Yermah understood that Kerœcia had wished to send him a perfect plant, and had selected this, not only for its sentiment, but also because of its ability to stand the rough usage of a journey.

He undid the tiny roll of parchment tied to one of the stems.

It said: “Though I have not the loveliness of the rose, am I not grass from the garden where it grows?”

He kissed the written words and with his own hands carried the flower-pot into his private apartments. Never afterward, as long as he remained at Iaqua, was he without a sprig of this plant.

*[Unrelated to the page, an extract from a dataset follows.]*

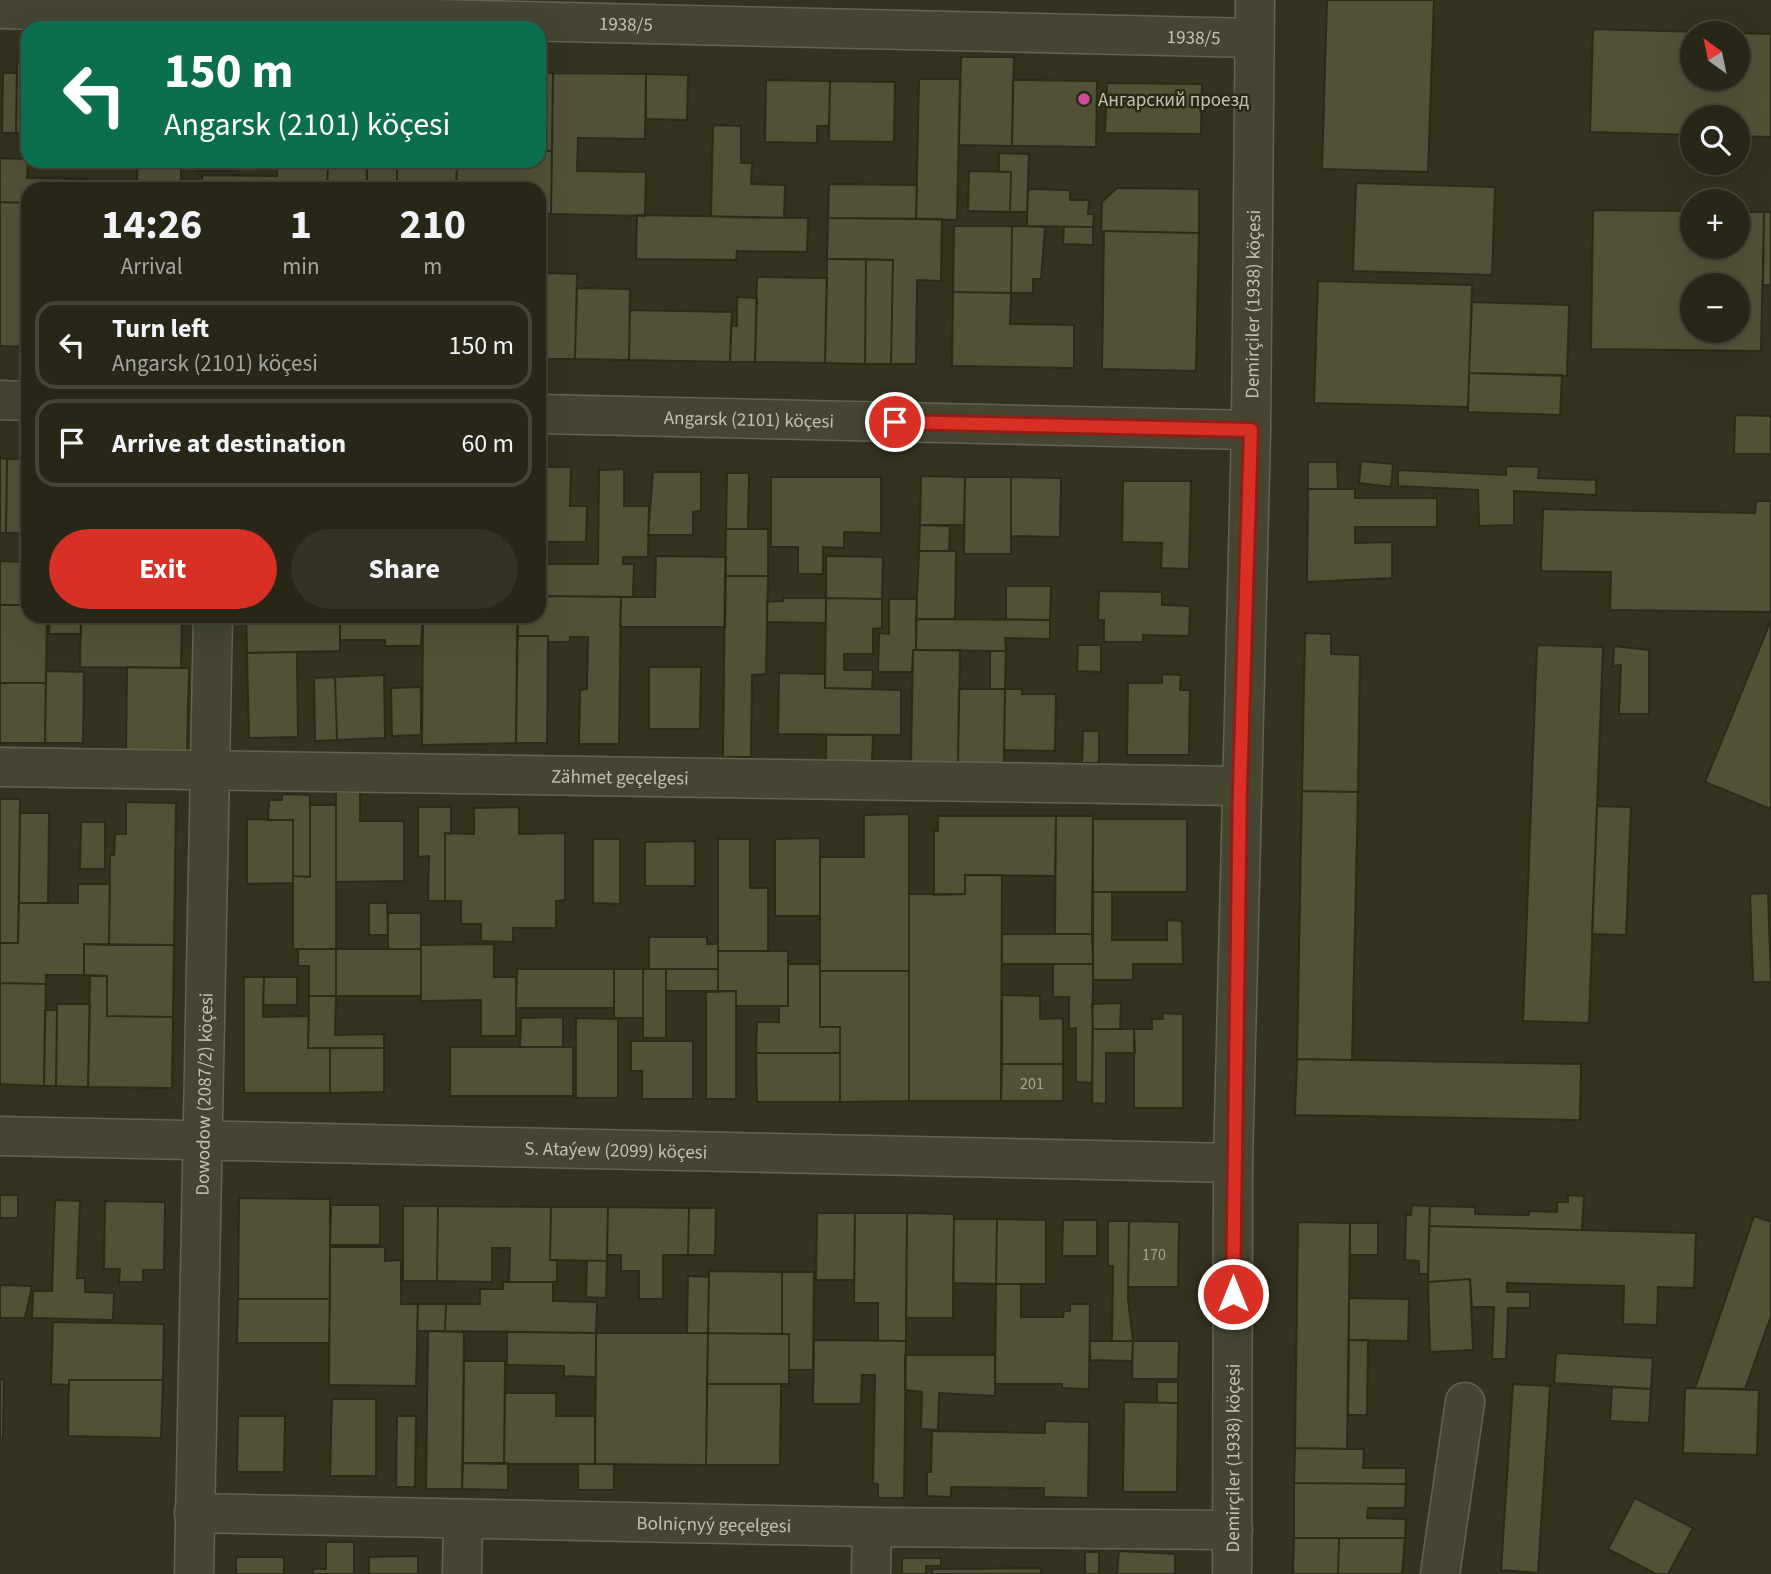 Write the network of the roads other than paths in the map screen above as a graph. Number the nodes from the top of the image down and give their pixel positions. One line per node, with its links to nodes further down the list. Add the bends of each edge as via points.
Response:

The first of August was Kerœcia’s birthday, and this particular celebration of the event was to be of unusual brilliancy. It was also the great harvest festival of the year which always brought forth elaborate preparations by the mountaineers.


The peculiar kettle-shape at the head of the Valley where Anokia was built, formed three sides of the amphitheater where the games were to be held.